__What you are asked to do__.
For each entry below, output it exactly as it stands.

__Data for this task__.
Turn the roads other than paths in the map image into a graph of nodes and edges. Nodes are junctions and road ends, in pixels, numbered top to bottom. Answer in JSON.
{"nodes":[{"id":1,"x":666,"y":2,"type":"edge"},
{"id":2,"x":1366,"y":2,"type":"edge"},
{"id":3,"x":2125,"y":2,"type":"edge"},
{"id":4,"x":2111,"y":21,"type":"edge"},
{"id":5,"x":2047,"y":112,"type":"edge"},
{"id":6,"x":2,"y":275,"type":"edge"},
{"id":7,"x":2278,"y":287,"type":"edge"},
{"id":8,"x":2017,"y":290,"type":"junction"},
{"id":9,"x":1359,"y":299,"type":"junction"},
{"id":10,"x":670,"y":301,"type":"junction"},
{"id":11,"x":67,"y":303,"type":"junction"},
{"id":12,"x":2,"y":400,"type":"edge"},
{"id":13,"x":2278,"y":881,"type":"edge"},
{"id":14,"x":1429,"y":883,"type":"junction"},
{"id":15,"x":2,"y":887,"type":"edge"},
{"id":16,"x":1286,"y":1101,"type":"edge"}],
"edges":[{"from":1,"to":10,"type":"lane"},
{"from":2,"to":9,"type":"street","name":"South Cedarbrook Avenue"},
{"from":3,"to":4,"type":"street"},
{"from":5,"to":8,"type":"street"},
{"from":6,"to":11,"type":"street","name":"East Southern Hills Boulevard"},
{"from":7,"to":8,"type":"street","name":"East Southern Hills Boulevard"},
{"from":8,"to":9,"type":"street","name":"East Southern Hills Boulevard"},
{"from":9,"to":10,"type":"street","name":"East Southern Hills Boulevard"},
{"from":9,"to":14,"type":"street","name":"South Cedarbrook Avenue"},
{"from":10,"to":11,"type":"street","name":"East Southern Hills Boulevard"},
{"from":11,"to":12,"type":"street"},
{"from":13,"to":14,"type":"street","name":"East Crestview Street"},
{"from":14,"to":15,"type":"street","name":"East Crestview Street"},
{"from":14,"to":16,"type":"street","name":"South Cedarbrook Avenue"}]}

__Exercise response__.
Turn the roads other than paths in the map image into a graph of nodes and edges. Nodes are junctions and road ends, in pixels, numbered top to bottom. Answer in JSON.
{"nodes":[{"id":1,"x":666,"y":2,"type":"edge"},
{"id":2,"x":1366,"y":2,"type":"edge"},
{"id":3,"x":2125,"y":2,"type":"edge"},
{"id":4,"x":2111,"y":21,"type":"edge"},
{"id":5,"x":2047,"y":112,"type":"edge"},
{"id":6,"x":2,"y":275,"type":"edge"},
{"id":7,"x":2278,"y":287,"type":"edge"},
{"id":8,"x":2017,"y":290,"type":"junction"},
{"id":9,"x":1359,"y":299,"type":"junction"},
{"id":10,"x":670,"y":301,"type":"junction"},
{"id":11,"x":67,"y":303,"type":"junction"},
{"id":12,"x":2,"y":400,"type":"edge"},
{"id":13,"x":2278,"y":881,"type":"edge"},
{"id":14,"x":1429,"y":883,"type":"junction"},
{"id":15,"x":2,"y":887,"type":"edge"},
{"id":16,"x":1286,"y":1101,"type":"edge"}],
"edges":[{"from":1,"to":10,"type":"lane"},
{"from":2,"to":9,"type":"street","name":"South Cedarbrook Avenue"},
{"from":3,"to":4,"type":"street"},
{"from":5,"to":8,"type":"street"},
{"from":6,"to":11,"type":"street","name":"East Southern Hills Boulevard"},
{"from":7,"to":8,"type":"street","name":"East Southern Hills Boulevard"},
{"from":8,"to":9,"type":"street","name":"East Southern Hills Boulevard"},
{"from":9,"to":10,"type":"street","name":"East Southern Hills Boulevard"},
{"from":9,"to":14,"type":"street","name":"South Cedarbrook Avenue"},
{"from":10,"to":11,"type":"street","name":"East Southern Hills Boulevard"},
{"from":11,"to":12,"type":"street"},
{"from":13,"to":14,"type":"street","name":"East Crestview Street"},
{"from":14,"to":15,"type":"street","name":"East Crestview Street"},
{"from":14,"to":16,"type":"street","name":"South Cedarbrook Avenue"}]}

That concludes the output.